Julie Anne Genter’s refusal to rule out a red meat tax and the Health Ministry’s work on a sugar tax show nothing is off limits for this Government when it comes to taking more from hardworking New Zealanders, National’s Finance spokesperson Amy Adams says.
“The Government’s default response on many issues is to impose more tax – and if it that won’t work, then it’s off to a working group. It seems unconcerned with collateral damage which includes putting more costs on New Zealanders or choking the economy.
“Red meat is New Zealand’s second-biggest export after dairy, accounts for more than 2 per cent of GDP and is a significant employer throughout the country.
“It isn’t good enough for the Associate Health Minister to say the Government won’t impose a red meat tax ‘at this stage’. That creates uncertainty for an industry that employs more than 25,000 people. A tax would also drive up food costs for those who can least afford it.

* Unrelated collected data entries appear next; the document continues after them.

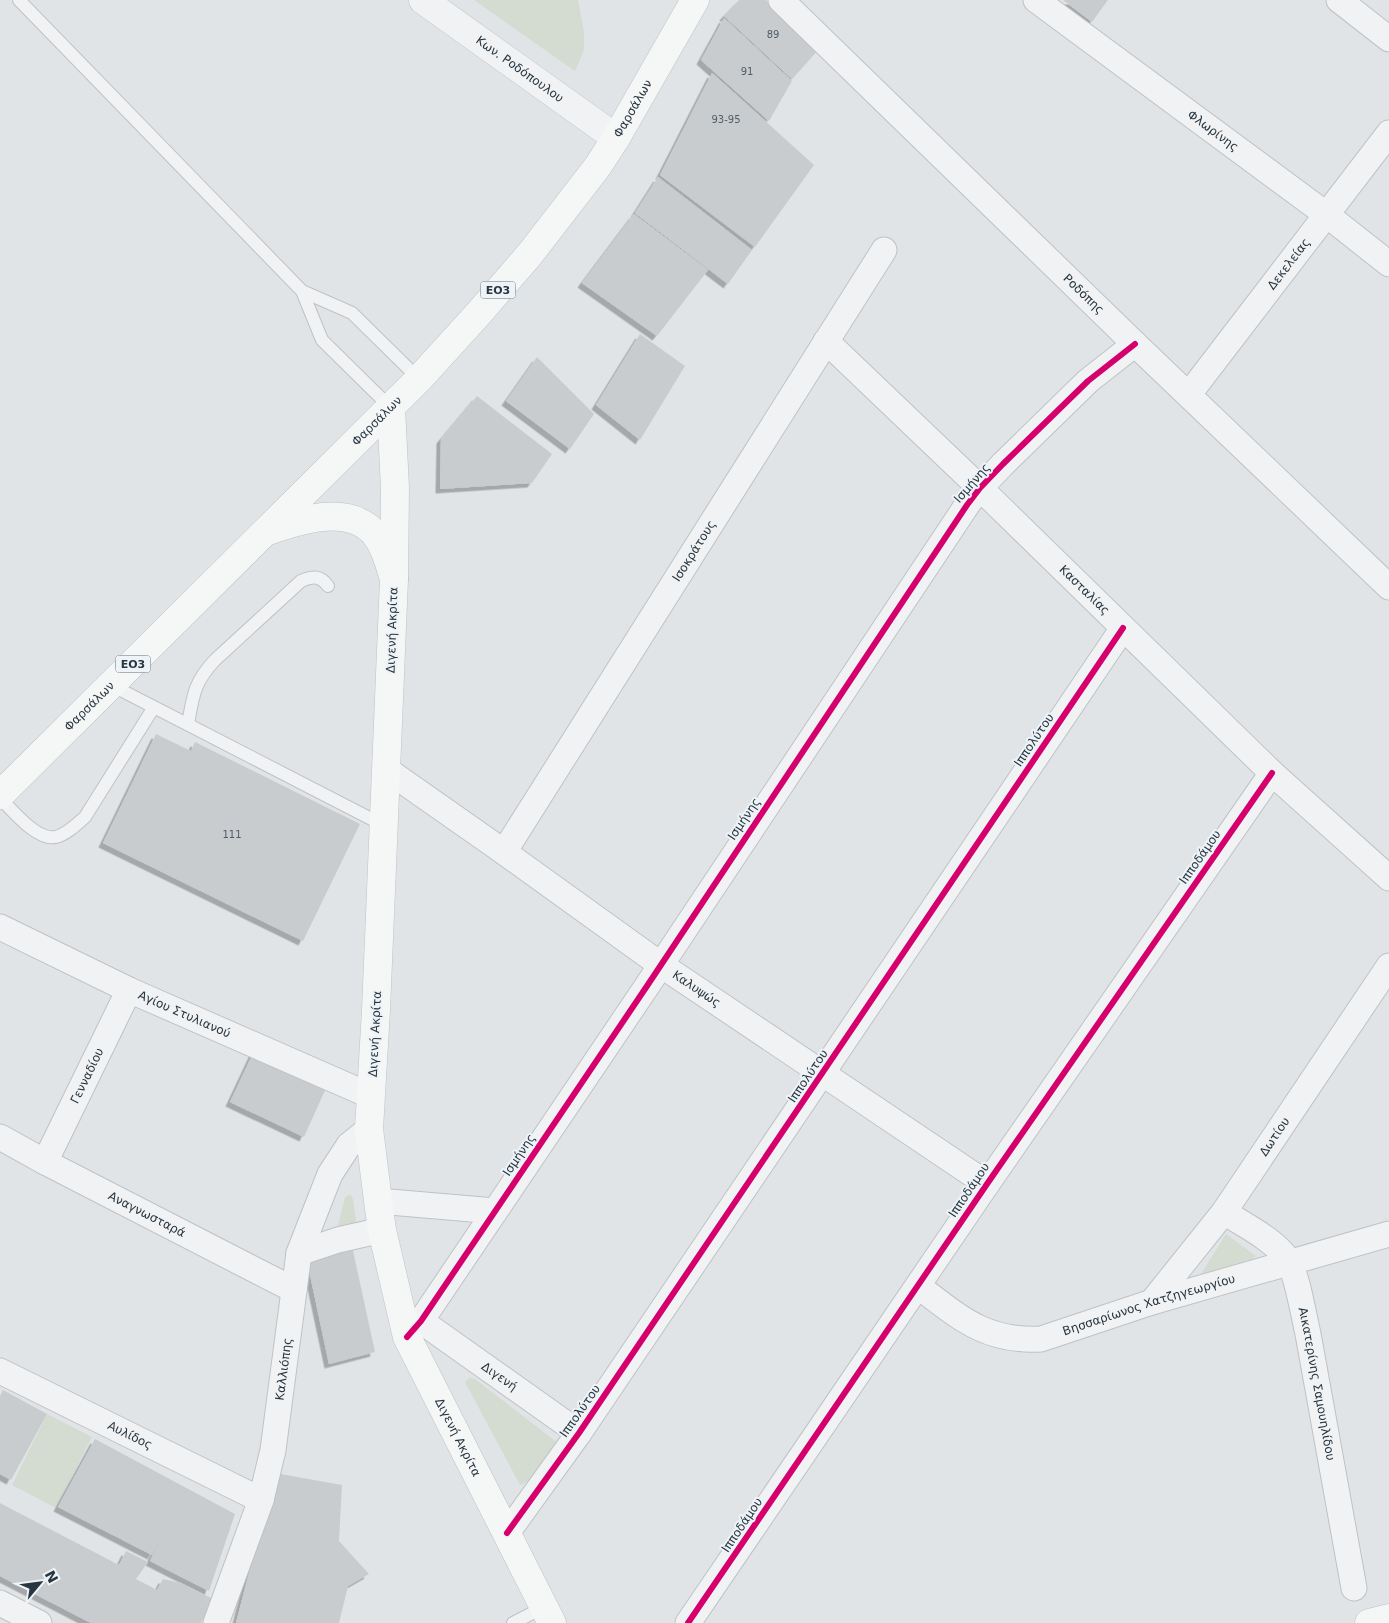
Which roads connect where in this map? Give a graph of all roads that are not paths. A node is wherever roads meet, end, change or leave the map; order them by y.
1 (19, 0) edge
2 (423, 0) edge
3 (695, 0) edge
4 (781, 0) edge
5 (1036, 0) edge
6 (1339, 0) edge
7 (1386, 30) edge
8 (1389, 133) edge
9 (616, 138) junction
10 (1326, 215) junction
11 (884, 250) dead end
12 (1389, 264) edge
13 (302, 291) junction
14 (826, 341) junction
15 (1135, 344) junction
16 (420, 380) junction
17 (1189, 394) junction
18 (391, 408) junction
19 (980, 488) junction
20 (264, 532) junction
21 (1386, 577) edge
22 (394, 579) junction
23 (328, 586) dead end
24 (1123, 628) junction
25 (111, 685) junction
26 (154, 707) junction
27 (188, 724) junction
28 (387, 770) junction
29 (1272, 773) junction
30 (0, 796) edge
31 (385, 826) junction
32 (504, 852) junction
33 (1389, 878) edge
34 (0, 927) edge
35 (661, 965) junction
36 (1389, 966) edge
37 (129, 990) junction
38 (824, 1073) junction
39 (371, 1096) junction
40 (369, 1129) junction
41 (0, 1137) edge
42 (45, 1162) junction
43 (987, 1184) junction
44 (378, 1200) junction
45 (495, 1211) junction
46 (1224, 1212) junction
47 (382, 1230) junction
48 (1389, 1234) edge
49 (300, 1253) junction
50 (1290, 1262) junction
51 (918, 1286) junction
52 (294, 1290) junction
53 (1152, 1302) junction
54 (414, 1329) junction
55 (3, 1380) edge
56 (579, 1433) junction
57 (261, 1500) junction
58 (507, 1533) junction
59 (1354, 1588) dead end
60 (0, 1603) edge
61 (548, 1615) edge
62 (1389, 1618) edge
63 (39, 1623) edge
64 (216, 1623) edge
65 (513, 1623) edge
66 (688, 1623) edge
67 (1369, 1623) edge

1 - 13 lane
2 - 9 street, Κων. Ροδόπουλου
3 - 9 main road, Φαρσάλων / ΕΟ3
4 - 15 street, Ροδόπης
5 - 10 street, Φλωρίνης
6 - 7 street
8 - 10 street, Δεκελείας
9 - 16 main road, Φαρσάλων / ΕΟ3
10 - 12 street, Φλωρίνης
10 - 17 street, Δεκελείας
11 - 14 street, Ισοκράτους
13 - 16 lane
13 - 18 lane
14 - 19 street, Κασταλίας
14 - 32 street, Ισοκράτους
15 - 17 street, Ροδόπης
15 - 19 street, Ισμήνης
16 - 18 main road, Φαρσάλων / ΕΟ3
17 - 21 street, Ροδόπης
18 - 20 main road, Φαρσάλων / ΕΟ3
18 - 22 main road, Διγενή Ακρίτα
19 - 24 street, Κασταλίας
19 - 35 street, Ισμήνης
20 - 22 main road
20 - 25 main road, Φαρσάλων / ΕΟ3
22 - 28 main road, Διγενή Ακρίτα
23 - 27 lane
24 - 29 street, Κασταλίας
24 - 38 street, Ιππολύτου
25 - 26 lane
25 - 30 main road, Φαρσάλων / ΕΟ3
26 - 27 lane
26 - 30 lane
27 - 31 lane
28 - 31 main road, Διγενή Ακρίτα
28 - 32 street, Καλυψώς
29 - 33 street, Κασταλίας
29 - 43 street, Ιπποδάμου
31 - 39 main road, Διγενή Ακρίτα
32 - 35 street, Καλυψώς
34 - 37 street, Αγίου Στυλιανού
35 - 38 street, Καλυψώς
35 - 45 street, Ισμήνης
36 - 46 street, Δωτίου
37 - 39 street, Αγίου Στυλιανού
37 - 42 street, Γενναδίου
38 - 43 street, Καλυψώς
38 - 56 street, Ιππολύτου
39 - 40 main road, Διγενή Ακρίτα
40 - 44 main road, Διγενή Ακρίτα
40 - 49 street, Καλλιόπης
41 - 42 street, Αναγνωσταρά
42 - 52 street, Αναγνωσταρά
43 - 51 street, Ιπποδάμου
44 - 45 street
44 - 47 main road, Διγενή Ακρίτα
45 - 54 street, Ισμήνης
46 - 50 street, Αικατερίνης Σαμουηλίδου
46 - 53 street, Δωτίου
47 - 49 street
47 - 54 main road, Διγενή Ακρίτα
48 - 50 street, Βησσαρίωνος Χατζηγεωργίου
49 - 52 street, Καλλιόπης
50 - 53 street, Βησσαρίωνος Χατζηγεωργίου
50 - 59 street, Αικατερίνης Σαμουηλίδου
51 - 53 street, Βησσαρίωνος Χατζηγεωργίου
51 - 66 street, Ιπποδάμου
52 - 57 street, Καλλιόπης
54 - 56 street, Διγενή
54 - 58 main road, Διγενή Ακρίτα
55 - 57 street, Αυλίδος
56 - 58 street, Ιππολύτου
57 - 64 street, Καλλιόπης
58 - 61 main road, Διγενή Ακρίτα
60 - 63 street
61 - 65 lane
62 - 67 main road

“It is concerning that options for more taxes are emerging as the Government considers the final report of the Tax Working Group, having directed the group to devise a Capital Gains Tax.
“Already the Crown accounts show the Government plans to take an extra $17.7 billion of tax from New Zealand families over the next four years compared to projections under the previous Government, even as economic growth forecasts have fallen.
“It is clear the Health Ministry is well advanced on recommendations for a sugar tax.
“Health Minister David Clark is either fibbing when he says that his Government is not considering a sugar tax or he has lost control of his Ministry which ‘chose’ to prepare a feasibility study on yet another tax this Government didn’t campaign on.
“This study in particular not only explored health ratings, sugar labelling, advertising and the reformulation of processed foods but also looked into the feasibility of reducing restaurant's portion sizes - so it was clearly not a small report.
“National wants New Zealanders to keep more of what they earn. We promise not to introduce any new taxes in our first term in Government. Instead, we will focus spending on core services such as health, education and transport while eliminating wasteful spending that doesn’t contribute to better outcomes for New Zealanders and their families.”